You are viewing a plain text version of this content. The canonical link for it is here.
Posted to mapreduce-issues@hadoop.apache.org by "Haibo Chen (JIRA)" <ji...@apache.org> on 2017/07/03 18:11:00 UTC

[jira] [Commented] (MAPREDUCE-6870) Add configuration for MR job to finish when all reducers are complete (even with unfinished mappers)

    [ https://issues.apache.org/jira/browse/MAPREDUCE-6870?page=com.atlassian.jira.plugin.system.issuetabpanels:comment-tabpanel&focusedCommentId=16072787#comment-16072787 ] 

Haibo Chen commented on MAPREDUCE-6870:
---------------------------------------

Thanks [~pbacsko] for the patch! Doesn't the fact all reducers have completed always indicate the job is ready to finish?

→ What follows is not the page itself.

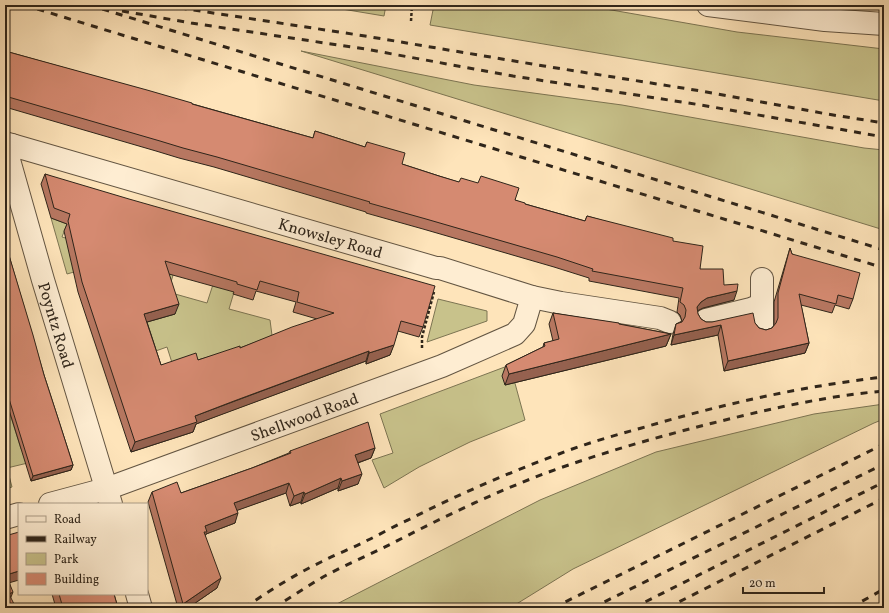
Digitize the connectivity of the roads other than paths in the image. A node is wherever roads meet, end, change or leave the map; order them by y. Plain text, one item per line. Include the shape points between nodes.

If so, I don't think we need to add another configuration to handle such cases. 

Following that, we could move what's inside in preemptMappersIfNecessary() to checkJobAfterTaskCompletion() (after check for job failure and before job.checkReadyForCommit()), because it is not preempting running mappers but just a part of checking whether a job is ready to finish.

Plus, instead of killing taskattempts, we could just send kill events to map tasks which will in turn kill their individual attempts. Thus, we do not need setNoMoreAttempts() any more.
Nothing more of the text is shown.